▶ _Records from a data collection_

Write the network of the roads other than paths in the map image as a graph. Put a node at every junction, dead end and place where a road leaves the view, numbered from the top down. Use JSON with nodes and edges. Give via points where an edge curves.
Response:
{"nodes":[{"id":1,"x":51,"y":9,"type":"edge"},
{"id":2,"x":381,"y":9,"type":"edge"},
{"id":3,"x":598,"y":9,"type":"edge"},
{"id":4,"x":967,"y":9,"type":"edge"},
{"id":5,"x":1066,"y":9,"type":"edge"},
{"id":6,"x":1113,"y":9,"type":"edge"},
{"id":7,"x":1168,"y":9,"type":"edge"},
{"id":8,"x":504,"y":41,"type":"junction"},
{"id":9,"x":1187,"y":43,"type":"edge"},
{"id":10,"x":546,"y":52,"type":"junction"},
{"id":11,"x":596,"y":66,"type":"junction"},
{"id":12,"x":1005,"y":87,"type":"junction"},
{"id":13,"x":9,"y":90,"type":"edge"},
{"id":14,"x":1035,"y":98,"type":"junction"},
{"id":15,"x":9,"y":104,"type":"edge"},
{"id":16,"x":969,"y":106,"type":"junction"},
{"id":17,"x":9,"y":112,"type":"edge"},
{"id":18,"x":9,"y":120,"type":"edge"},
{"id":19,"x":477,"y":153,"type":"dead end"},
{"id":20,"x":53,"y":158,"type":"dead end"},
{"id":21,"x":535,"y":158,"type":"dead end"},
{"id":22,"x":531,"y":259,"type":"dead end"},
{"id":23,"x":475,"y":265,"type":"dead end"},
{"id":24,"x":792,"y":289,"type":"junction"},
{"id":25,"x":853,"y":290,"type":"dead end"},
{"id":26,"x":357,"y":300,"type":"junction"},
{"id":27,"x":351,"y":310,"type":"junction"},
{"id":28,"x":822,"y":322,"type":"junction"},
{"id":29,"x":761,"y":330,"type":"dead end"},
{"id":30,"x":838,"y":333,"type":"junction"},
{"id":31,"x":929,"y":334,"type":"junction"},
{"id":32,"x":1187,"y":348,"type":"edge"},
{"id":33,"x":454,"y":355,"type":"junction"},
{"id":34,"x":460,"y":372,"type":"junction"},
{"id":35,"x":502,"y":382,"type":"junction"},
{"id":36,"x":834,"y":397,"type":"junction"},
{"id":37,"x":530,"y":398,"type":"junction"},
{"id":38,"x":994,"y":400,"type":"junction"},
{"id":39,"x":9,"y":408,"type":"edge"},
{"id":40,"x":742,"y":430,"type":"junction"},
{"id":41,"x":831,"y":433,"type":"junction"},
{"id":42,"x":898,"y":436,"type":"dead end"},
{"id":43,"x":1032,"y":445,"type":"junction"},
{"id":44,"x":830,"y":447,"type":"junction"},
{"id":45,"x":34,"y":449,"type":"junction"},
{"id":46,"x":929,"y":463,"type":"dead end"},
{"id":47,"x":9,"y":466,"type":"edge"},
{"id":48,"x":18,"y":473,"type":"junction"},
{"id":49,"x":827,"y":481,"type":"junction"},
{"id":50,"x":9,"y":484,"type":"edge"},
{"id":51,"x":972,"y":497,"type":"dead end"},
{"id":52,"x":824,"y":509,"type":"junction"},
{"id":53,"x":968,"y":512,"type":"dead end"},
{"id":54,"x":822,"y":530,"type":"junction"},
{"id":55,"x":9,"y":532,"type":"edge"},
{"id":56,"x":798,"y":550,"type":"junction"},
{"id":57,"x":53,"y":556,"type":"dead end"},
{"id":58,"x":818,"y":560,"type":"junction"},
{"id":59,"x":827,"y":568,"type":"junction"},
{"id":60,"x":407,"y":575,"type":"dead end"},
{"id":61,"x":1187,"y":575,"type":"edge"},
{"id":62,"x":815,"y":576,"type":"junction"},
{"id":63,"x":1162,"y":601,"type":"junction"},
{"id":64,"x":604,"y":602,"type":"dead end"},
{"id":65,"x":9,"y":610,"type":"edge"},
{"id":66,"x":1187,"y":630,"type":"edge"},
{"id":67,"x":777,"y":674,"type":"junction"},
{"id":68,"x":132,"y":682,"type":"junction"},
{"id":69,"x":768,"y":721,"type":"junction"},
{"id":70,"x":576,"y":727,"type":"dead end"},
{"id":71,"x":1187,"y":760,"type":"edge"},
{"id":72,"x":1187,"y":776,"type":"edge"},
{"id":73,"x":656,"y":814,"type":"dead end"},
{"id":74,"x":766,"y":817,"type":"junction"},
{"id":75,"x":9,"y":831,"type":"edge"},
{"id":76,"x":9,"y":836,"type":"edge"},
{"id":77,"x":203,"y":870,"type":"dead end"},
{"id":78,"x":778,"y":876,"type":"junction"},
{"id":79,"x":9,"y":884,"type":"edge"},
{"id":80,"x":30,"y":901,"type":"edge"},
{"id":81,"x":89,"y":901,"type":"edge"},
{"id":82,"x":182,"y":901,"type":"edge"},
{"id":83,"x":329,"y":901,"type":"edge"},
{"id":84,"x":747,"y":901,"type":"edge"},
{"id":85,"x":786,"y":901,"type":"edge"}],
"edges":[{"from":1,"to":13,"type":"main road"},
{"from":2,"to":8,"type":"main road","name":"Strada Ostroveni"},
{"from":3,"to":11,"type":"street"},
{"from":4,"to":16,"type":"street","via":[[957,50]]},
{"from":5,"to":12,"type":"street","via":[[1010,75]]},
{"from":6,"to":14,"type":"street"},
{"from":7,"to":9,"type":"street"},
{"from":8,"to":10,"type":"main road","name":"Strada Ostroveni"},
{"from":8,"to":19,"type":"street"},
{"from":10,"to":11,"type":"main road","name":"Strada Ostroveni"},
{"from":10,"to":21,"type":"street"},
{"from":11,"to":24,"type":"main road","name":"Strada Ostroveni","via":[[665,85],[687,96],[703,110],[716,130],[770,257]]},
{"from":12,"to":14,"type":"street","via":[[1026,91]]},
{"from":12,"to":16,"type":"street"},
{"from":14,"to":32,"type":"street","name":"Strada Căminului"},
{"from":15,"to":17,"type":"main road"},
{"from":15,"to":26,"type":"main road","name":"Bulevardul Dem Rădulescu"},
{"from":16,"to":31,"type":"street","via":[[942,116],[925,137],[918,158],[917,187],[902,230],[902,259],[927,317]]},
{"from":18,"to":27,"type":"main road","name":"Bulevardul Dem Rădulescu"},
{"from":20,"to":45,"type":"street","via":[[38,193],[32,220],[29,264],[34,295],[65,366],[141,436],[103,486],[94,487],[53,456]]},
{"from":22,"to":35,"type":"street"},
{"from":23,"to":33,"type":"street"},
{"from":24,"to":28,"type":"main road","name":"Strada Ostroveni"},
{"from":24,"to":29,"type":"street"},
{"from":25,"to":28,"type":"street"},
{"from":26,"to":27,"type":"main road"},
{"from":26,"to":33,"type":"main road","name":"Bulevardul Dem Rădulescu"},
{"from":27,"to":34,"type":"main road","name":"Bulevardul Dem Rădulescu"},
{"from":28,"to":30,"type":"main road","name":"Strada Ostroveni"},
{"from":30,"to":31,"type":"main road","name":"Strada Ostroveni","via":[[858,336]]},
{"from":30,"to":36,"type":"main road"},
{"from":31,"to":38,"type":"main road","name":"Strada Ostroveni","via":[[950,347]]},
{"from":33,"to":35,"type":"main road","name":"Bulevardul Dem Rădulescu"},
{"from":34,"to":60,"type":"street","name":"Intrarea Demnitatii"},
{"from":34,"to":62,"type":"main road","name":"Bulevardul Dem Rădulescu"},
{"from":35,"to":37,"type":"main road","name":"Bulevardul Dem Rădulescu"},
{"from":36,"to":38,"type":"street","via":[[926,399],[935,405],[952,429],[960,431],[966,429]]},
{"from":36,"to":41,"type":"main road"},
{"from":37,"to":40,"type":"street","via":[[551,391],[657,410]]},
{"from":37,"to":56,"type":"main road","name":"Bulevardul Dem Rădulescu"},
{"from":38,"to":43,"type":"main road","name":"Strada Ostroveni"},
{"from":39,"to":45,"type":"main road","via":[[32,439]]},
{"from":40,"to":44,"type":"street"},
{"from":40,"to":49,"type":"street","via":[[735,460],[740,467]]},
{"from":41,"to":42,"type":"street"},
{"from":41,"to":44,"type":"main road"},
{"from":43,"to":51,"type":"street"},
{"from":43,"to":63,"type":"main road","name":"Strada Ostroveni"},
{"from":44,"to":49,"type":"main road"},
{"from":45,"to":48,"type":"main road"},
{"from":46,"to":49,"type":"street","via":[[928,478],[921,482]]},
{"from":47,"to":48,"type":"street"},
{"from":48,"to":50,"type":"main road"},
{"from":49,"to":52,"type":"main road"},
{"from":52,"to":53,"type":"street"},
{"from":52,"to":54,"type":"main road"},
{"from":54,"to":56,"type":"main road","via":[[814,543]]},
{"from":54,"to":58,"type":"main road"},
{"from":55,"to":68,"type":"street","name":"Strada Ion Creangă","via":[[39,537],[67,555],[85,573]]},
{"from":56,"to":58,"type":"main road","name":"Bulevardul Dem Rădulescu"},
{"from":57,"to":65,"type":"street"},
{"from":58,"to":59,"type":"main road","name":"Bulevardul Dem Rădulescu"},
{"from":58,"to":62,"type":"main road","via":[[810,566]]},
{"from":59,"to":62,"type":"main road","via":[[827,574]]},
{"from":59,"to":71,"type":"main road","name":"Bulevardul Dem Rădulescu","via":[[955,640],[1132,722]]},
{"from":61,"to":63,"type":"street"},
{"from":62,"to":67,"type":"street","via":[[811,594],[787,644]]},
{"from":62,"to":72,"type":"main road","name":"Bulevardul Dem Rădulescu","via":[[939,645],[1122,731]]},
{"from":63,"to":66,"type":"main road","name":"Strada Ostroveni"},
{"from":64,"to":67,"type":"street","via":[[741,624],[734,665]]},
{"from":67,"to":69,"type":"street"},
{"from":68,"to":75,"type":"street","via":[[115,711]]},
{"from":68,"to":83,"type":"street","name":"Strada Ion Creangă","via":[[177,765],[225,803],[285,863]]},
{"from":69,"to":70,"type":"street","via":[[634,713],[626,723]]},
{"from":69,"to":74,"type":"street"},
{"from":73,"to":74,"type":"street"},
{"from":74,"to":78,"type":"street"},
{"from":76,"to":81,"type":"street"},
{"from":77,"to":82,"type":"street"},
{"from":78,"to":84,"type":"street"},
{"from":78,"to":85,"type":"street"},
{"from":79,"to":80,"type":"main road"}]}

▶ _AIM OF THE EXERCISE_
List every line in the records above that contains the word "Creangă".

▶ _SOLVED PROBLEM_
{"from":55,"to":68,"type":"street","name":"Strada Ion Creangă","via":[[39,537],[67,555],[85,573]]},
{"from":68,"to":83,"type":"street","name":"Strada Ion Creangă","via":[[177,765],[225,803],[285,863]]},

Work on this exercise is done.